I’d taken a blue 1 mg Xanax of Patricia’s one night after dinner when we were first dating. She had advised me to take less, as she only took them by the quarter or half, one prescription lasting her well over a year. She used it wisely, and only when she really needed it for mild anxiety or to get some sleep. An hour after taking the pill and two glasses of wine, I was standing up and talking to Patricia when suddenly it seemed as though I had lost a segment of time, or my train of thought. I couldn’t remember what I’d been saying. I was still standing, swaying. I opened my eyes and found myself staring at the floor. I looked up and saw Patricia’s worried face.

“Jake? Jake, you need to get into bed.”

“What happened?”

“I don’t know. You just passed out but you were standing up. I don’t know why you didn’t fall down.”

“It’s that Xanax. That shit really works.”

“You’re not supposed to drink with it,” she said and helped me to her bed. I wasn’t supposed to mix four hydrocodone with it either but I didn’t mention this as she didn’t know how much I took and respected my privacy with most all drugs anyway.

So I took a chance with Dr. Garza, and he gave me a thirty pill once a day half a milligram script of Xanax in addition to the two 10/500s of Vicodin a day. Just before I left though, I found out he was no sucker as he told me first to be careful with the Xanax, that they snuck up on people, and second, that I would have to come in to see him every two months for my refills. This gave him a thirty dollar co-pay each time from me and another hundred bucks or so from the insurance companies, or whatever he could wrangle out of them. My insurance plan’s co-pay had me spending another ten bucks to fill the script, so I was looking at, coupled with Dr. Kungwale, about twenty bucks a month at the pharmacy for one hundred and twenty of the strongest Vicodin, which sold for maybe four bucks a pop on the street if you were stupid enough to sell them. I was feeling good, doing these calculations in my head, when Dr. Garza put a form in front of me to sign.

“What’s this?” I asked.

“All of my regular patients who take narcotics have to sign that release,” Dr. Garza said, making light of it.

I hesitated, reading it. The form said I would not go to any other doctor besides him for this medication, that I would not take more than prescribed, that I would submit to a random drug test, as well as more restrictions that, if I broke any of them, would force me to go into a rehabilitation program. If I broke one of the rules after that, I could face charges.

“Don’t worry,” he said. “I’m not accusing you of anything. This is mainly just to cover my ass as a doctor. They’ve got some physicians on San Pedro, these little clinics over there where people end up lining up around the block to get narcotics. They busted a doctor over there last year with 50 drug addicts filling up his tiny little waiting room. The cops finally figured something was up, you know? This little old doctor and he’s got lines of people around the block?” He laughed.
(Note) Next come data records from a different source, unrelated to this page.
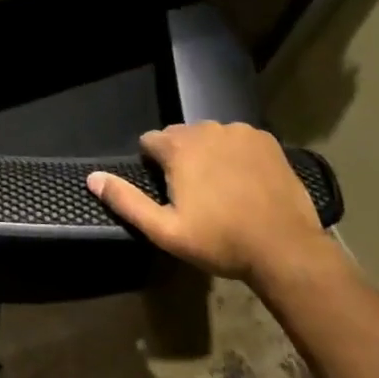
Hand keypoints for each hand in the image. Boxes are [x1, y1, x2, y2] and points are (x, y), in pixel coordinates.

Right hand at [86, 122, 325, 283]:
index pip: (150, 141)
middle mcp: (206, 129)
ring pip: (210, 137)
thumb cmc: (221, 241)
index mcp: (178, 146)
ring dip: (209, 155)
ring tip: (223, 190)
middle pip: (180, 136)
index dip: (153, 165)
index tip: (168, 192)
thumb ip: (126, 201)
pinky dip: (237, 155)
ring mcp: (239, 132)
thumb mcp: (165, 230)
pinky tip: (247, 183)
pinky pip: (239, 140)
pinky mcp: (266, 140)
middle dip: (181, 158)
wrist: (286, 249)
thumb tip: (92, 177)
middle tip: (196, 196)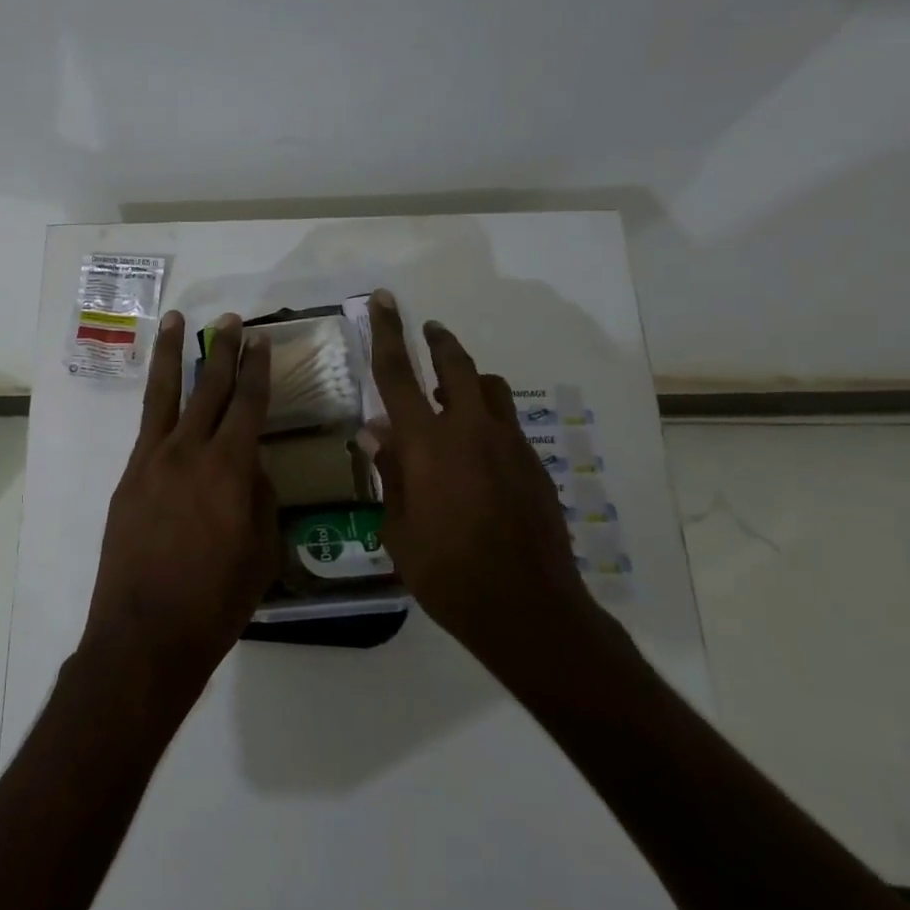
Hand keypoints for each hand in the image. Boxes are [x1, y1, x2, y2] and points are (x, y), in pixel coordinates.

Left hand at [81, 312, 278, 702]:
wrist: (145, 633)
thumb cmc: (215, 601)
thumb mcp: (261, 553)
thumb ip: (261, 500)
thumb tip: (253, 469)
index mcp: (229, 468)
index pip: (248, 404)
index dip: (257, 370)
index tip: (261, 341)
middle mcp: (188, 452)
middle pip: (207, 388)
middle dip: (222, 351)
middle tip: (231, 321)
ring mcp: (151, 461)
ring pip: (164, 395)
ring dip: (172, 355)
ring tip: (176, 321)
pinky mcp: (128, 478)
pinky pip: (146, 428)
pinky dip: (156, 403)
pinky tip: (163, 395)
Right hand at [362, 290, 595, 677]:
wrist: (527, 608)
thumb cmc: (446, 573)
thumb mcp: (399, 528)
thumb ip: (390, 472)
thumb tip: (376, 431)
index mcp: (427, 444)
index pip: (398, 375)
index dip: (387, 333)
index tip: (385, 300)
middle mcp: (470, 432)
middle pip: (457, 366)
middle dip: (439, 341)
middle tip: (427, 330)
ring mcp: (509, 446)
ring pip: (490, 390)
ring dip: (468, 380)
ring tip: (450, 395)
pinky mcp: (533, 466)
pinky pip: (506, 424)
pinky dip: (486, 419)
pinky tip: (475, 451)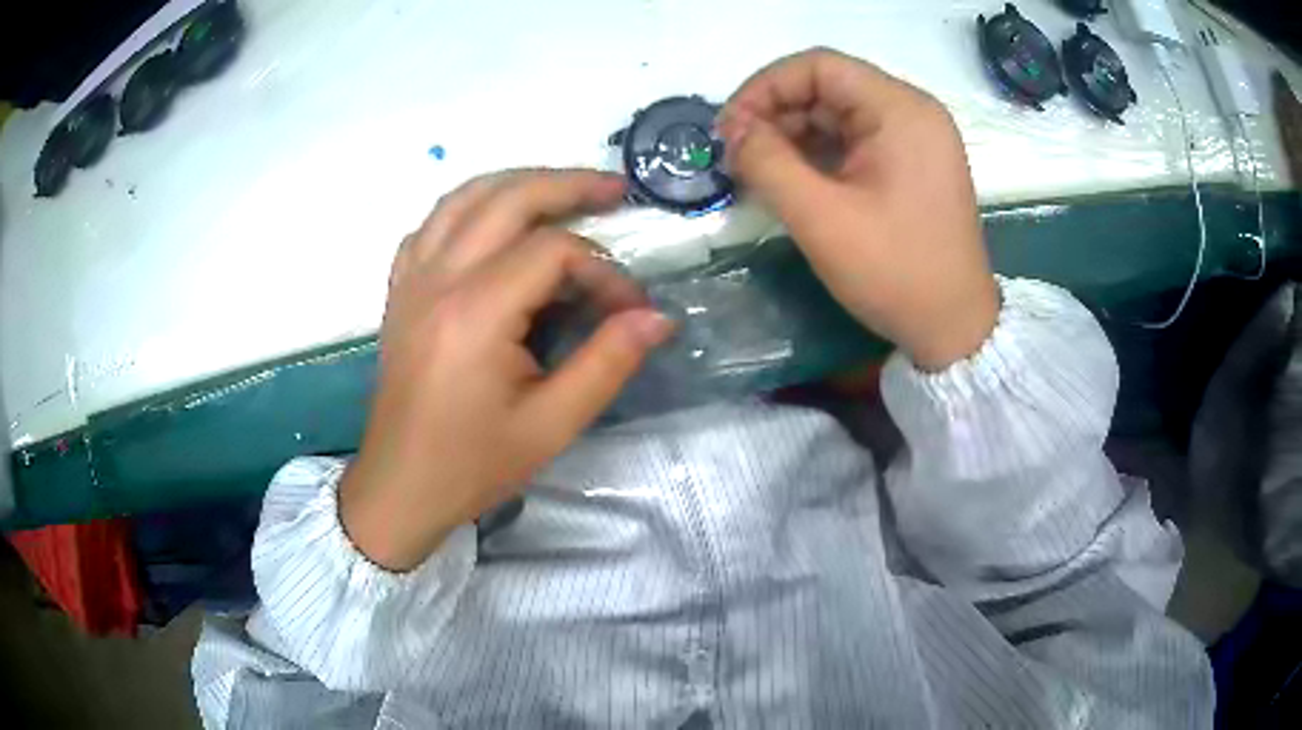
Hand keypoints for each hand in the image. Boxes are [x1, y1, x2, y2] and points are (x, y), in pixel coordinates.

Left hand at [339, 170, 675, 571]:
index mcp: (476, 313)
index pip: (554, 252)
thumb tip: (657, 317)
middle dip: (568, 185)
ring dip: (518, 183)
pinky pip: (433, 223)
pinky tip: (493, 222)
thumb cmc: (472, 464)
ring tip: (562, 189)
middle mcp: (439, 279)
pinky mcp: (400, 289)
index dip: (605, 271)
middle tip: (615, 189)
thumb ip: (607, 363)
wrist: (400, 486)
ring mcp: (413, 279)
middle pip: (508, 198)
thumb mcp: (551, 425)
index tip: (630, 309)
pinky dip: (469, 207)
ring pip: (465, 196)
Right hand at [717, 48, 998, 369]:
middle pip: (828, 88)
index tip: (729, 129)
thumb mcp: (822, 218)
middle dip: (775, 115)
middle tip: (737, 156)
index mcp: (901, 110)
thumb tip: (732, 131)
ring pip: (838, 115)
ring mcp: (915, 139)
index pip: (818, 67)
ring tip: (757, 171)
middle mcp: (912, 112)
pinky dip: (818, 155)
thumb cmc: (895, 272)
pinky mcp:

The guy was good. He’d sprung this on me at the last minute after writing me both scripts that were in my hands already. He knew I probably had some real pain from examining me and the story I’d given of my injury, but I had yet to show him my MRI for some reason so he was letting me know I could easily just be another drug addict liar looking for a legal high. To split now would be a dead giveaway so I signed the form and figured I’d take my chances.